The Ad scrolls with the page, so there is no way to use the search feature unless you resort to an advanced search.

Damned annoying. Makes me want to NOT use THAT product.


----------



## Janet H (Oct 21, 2011)

Timothy - we all see different ads based on location, previous searching history and anything else google can figure out about us.  We_ may_ be able to block specific ads if they are a problem but will need the url of the ad.  Next time you see it can you let me know more about the ad? What is it for?


----------



## TATTRAT (Oct 21, 2011)

Oh good lord, I forgot all about that forum skin, lol. 

V1.0 ftw!


----------



## Timothy (Oct 21, 2011)

Janet H said:


> Timothy - we all see different ads based on location, previous searching history and anything else google can figure out about us. We_ may_ be able to block specific ads if they are a problem but will need the url of the ad. Next time you see it can you let me know more about the ad? What is it for?


 
It's an Adobe Flash Advertisment for a Medication. I clicked on the stupid thing and got the attached screen cap.

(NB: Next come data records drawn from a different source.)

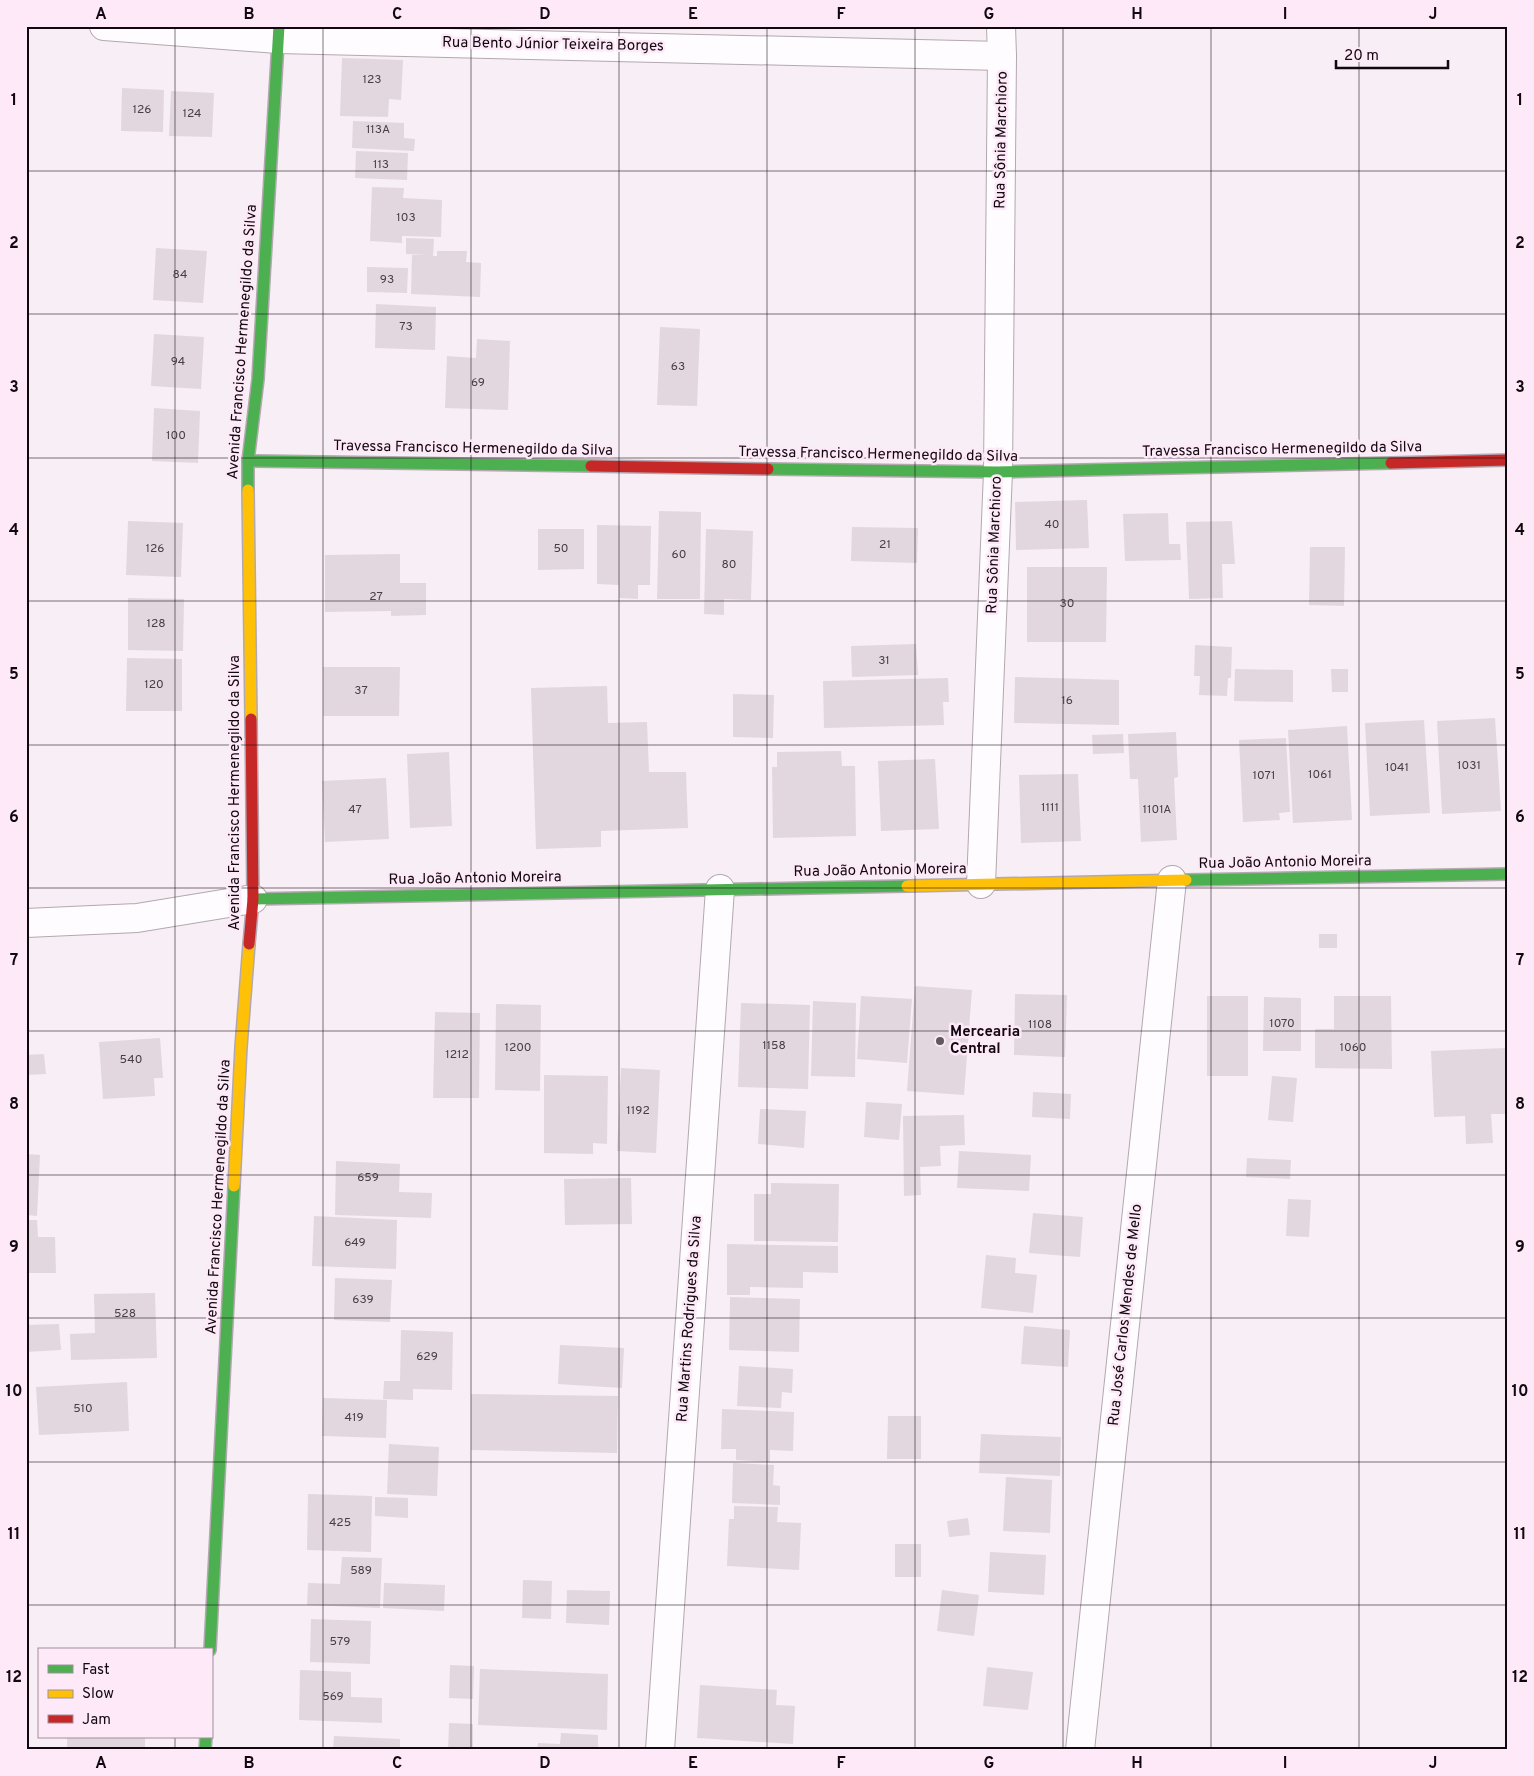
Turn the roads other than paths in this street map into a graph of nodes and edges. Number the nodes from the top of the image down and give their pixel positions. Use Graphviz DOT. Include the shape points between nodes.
graph roads {
  1 [pos="104,26"];
  2 [pos="1001,26"];
  3 [pos="279,32"];
  4 [pos="1002,56"];
  5 [pos="1508,460"];
  6 [pos="248,461"];
  7 [pos="998,472"];
  8 [pos="1508,874"];
  9 [pos="1172,880"];
  10 [pos="980,884"];
  11 [pos="720,889"];
  12 [pos="253,899"];
  13 [pos="26,923"];
  14 [pos="210,1648"];
  15 [pos="660,1750"];
  16 [pos="1080,1750"];
  1 -- 3 [label="street, Rua Bento Júnior Teixeira Borges"];
  2 -- 4 [label="street, Rua Sônia Marchioro"];
  3 -- 4 [label="street, Rua Bento Júnior Teixeira Borges"];
  3 -- 6 [label="main road, Avenida Francisco Hermenegildo da Silva" via="258,379"];
  4 -- 7 [label="street, Rua Sônia Marchioro"];
  5 -- 7 [label="main road, Travessa Francisco Hermenegildo da Silva"];
  6 -- 7 [label="main road, Travessa Francisco Hermenegildo da Silva"];
  6 -- 12 [label="main road, Avenida Francisco Hermenegildo da Silva"];
  7 -- 10 [label="street, Rua Sônia Marchioro"];
  8 -- 9 [label="main road, Rua João Antonio Moreira"];
  9 -- 10 [label="main road, Rua João Antonio Moreira"];
  9 -- 16 [label="street, Rua José Carlos Mendes de Mello"];
  10 -- 11 [label="main road, Rua João Antonio Moreira"];
  11 -- 12 [label="main road, Rua João Antonio Moreira"];
  11 -- 15 [label="street, Rua Martins Rodrigues da Silva"];
  12 -- 13 [label="street" via="137,918"];
  12 -- 14 [label="main road, Avenida Francisco Hermenegildo da Silva" via="242,1047"];
}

Again, it blocked the page features.


----------



## Timothy (Oct 21, 2011)

TATTRAT said:


> Oh good lord, I forgot all about that forum skin, lol.
> 
> V1.0 ftw!


 

Thanks for the suggestion Tattrat. I switched the skin from "Default" to "Discuss Cooking Version 1.0" and it got rid of that stupid ad finally.

Thanks!


----------



## Andy M. (Oct 21, 2011)

Timothy said:


> Thanks for the suggestion Tattrat. I switched the skin from "Default" to "Discuss Cooking Version 1.0" and it got rid of that stupid ad finally.
> 
> Thanks!




I've been using DC V 1.0 for some time now.  It works better in ways that are important to me and is easier on the eyes.


----------